ASI, Satu Satunya Obat Panas Dalam yang Tepat untuk Bayi


ASI, Satu satunya Obat Panas Dalam yang Tepat untuk BayiTernyata panas dalam tidak hanya dapat dialami oleh orang dewasa lho! Bayi pun dapat mengalami berbagai gejala panas dalam dan akan membuatnya rewel. Seperti halnya terjadi pada dewasa, faktor utama penyebab terjadinya panas dalam pada bayi adalah kurangnya kebersihan mulut dan kandungan gizi yang baik ibu maupun bayi makan.

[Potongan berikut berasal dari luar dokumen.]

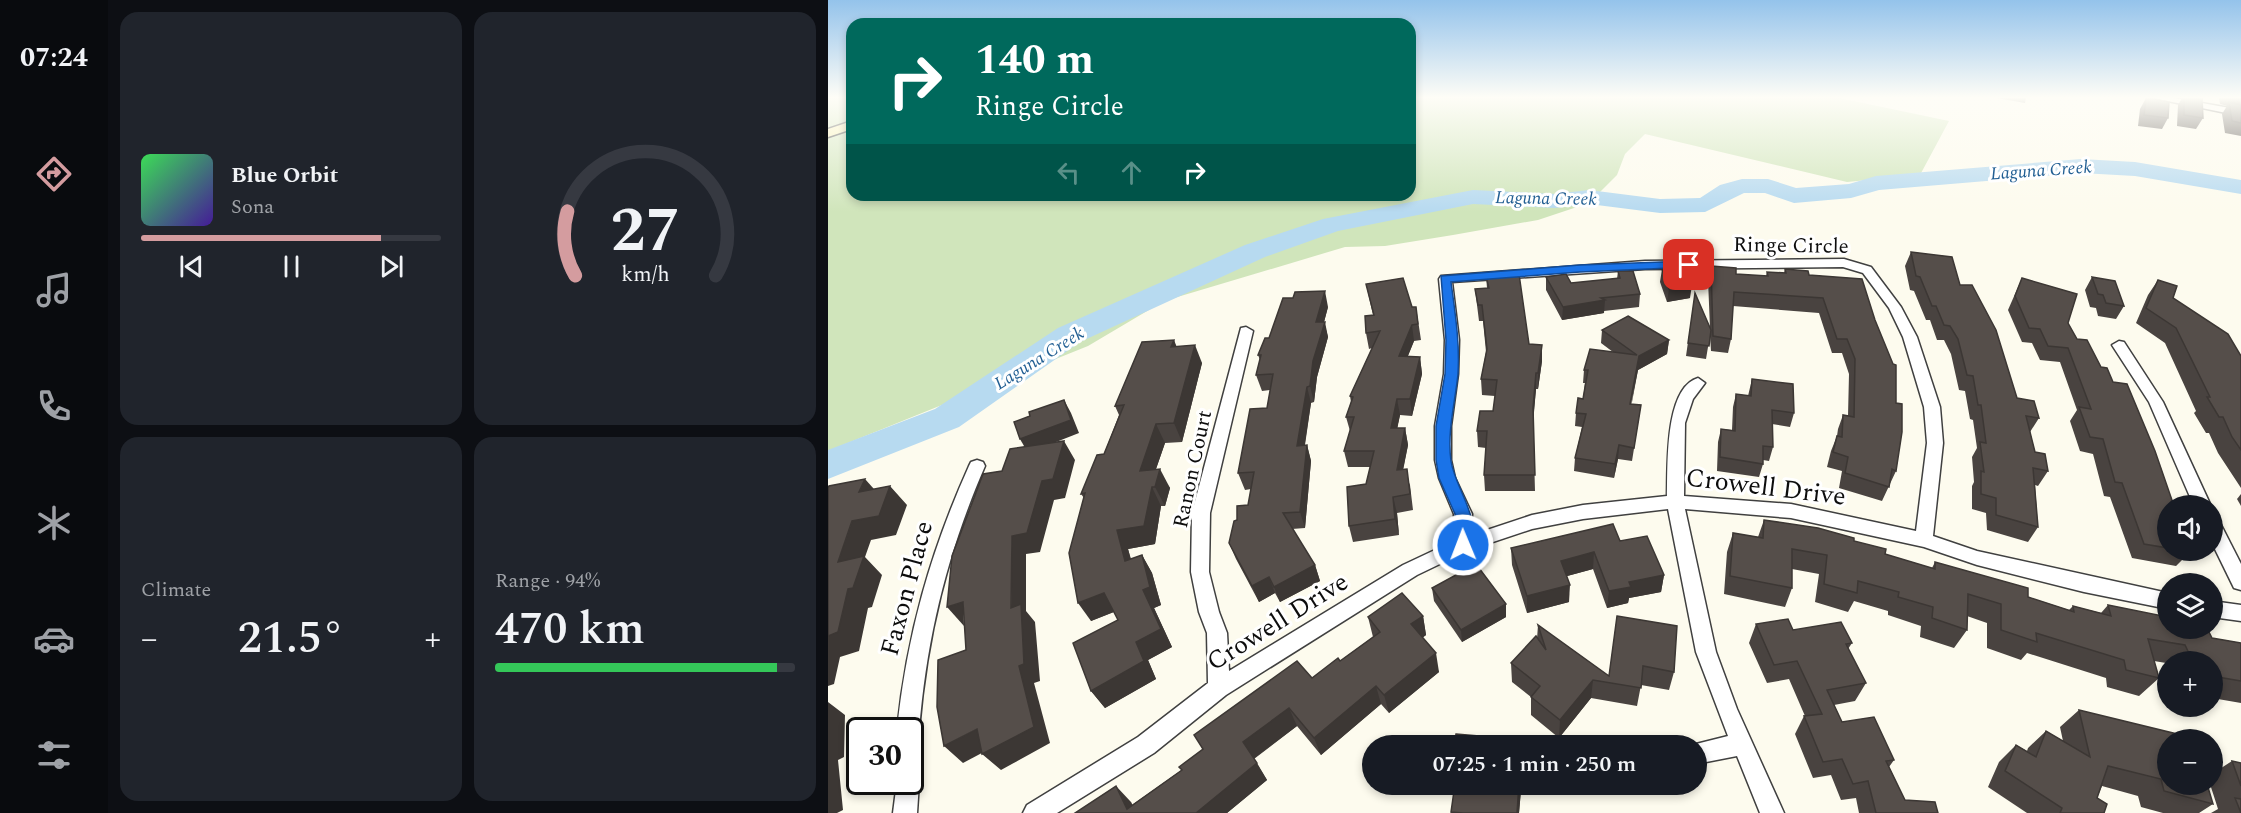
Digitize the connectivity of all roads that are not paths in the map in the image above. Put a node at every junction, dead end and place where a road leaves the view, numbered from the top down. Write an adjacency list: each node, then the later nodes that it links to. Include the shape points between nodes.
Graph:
1 (1246, 330): 14 (street, Ranon Court, via 1201,513 1200,572 1217,633)
2 (2119, 345): 5 (street, via 2156,402)
3 (1698, 383): 6 (street, via 1686,398 1677,423)
4 (977, 466): 15 (street, Faxon Place, via 936,565 913,671)
5 (2198, 495)
6 (1675, 502): 7 (street, Crowell Drive, via 1791,511); 8 (street, Crowell Drive, via 1532,522); 16 (street, via 1706,652)
7 (1924, 540): 8 (street, Ringe Circle, via 1935,443 1932,406 1910,337 1895,307 1867,270 1845,263 1710,264 1580,268 1445,279 1452,340 1443,460 1463,514); 11 (street, Crowell Drive, via 1977,558)
8 (1463, 545): 14 (street, Crowell Drive, via 1410,570)
9 (2223, 546): 10 (street)
10 (2241, 582)
11 (2157, 599)
12 (2223, 611): 13 (street)
13 (2241, 613)
14 (1220, 688): 20 (street, Crowell Drive, via 1146,745)
15 (909, 717)
16 (1743, 744): 17 (street); 21 (street)
17 (1707, 751)
18 (907, 795): 19 (street)
19 (905, 813)
20 (1035, 813)
21 (1772, 813)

Berikut akan dijelaskan beberapa tanda gejala bayi yang mengalami panas dalam, ASI sebagai obat panas dalam terbaik dan tips pemberian MPASI bayi yang menyehatkan bagi pencernaan bayi. Selamat membaca!

Ketahui Tanda Gejala Panas Dalam pada Bayi

Panas dalam pada bayi cukup mudah untuk dikenali dan diketahui. Istilah panas dalam muncul ketika terjadi kondisi panas dari dalam tubuh bayi yang kemudian dimanifestasikan dengan munculnya sariawan, perut kembung, diare maupun sembelit serta berbagai masalah pada saluran pencernaan bayi. Tidak ada istilah medis untuk gejala panas dalam yang terjadi pada bayi.

Saluran cerna merupakan tempat masuknya berbagai zat asing ke dalam tubuh. Sehingga menjaga kesehatan pencernaan merupakan salah satu kunci mencegah terjadinya berbagai penyakit yang tidak diinginkan. Saluran pencernaan adalah organ terpenting yang harus dijaga jika Anda tidak menginginkan terjadinya panas dalam bayi Anda.

Perlu Anda ketahui pula bahwa kesehatan saluran pencernaan juga dipengaruhi oleh kandungan mikroorganisme di dalam saluran pencernaan. Pada bayi yang mengkonsumsi ASI secara eksklusif, saluran pencernaannya akan didominasi oleh bakteri baik bernama Bifidobakteria dan Lactobacillus.

Berbeda halnya dengan bayi yang diberikan susu formula. Dalam saluran pencernaan bayi yang diberikan susu formula akan lebih banyak bakteri pathogen (penyebab penyakit) seperti E colli, Clostridium maupun Staphylococcus. Ketidakseimbangan bakteri dalam saluran bayi juga merupakan salah satu pencetus terjadinya panas dalam.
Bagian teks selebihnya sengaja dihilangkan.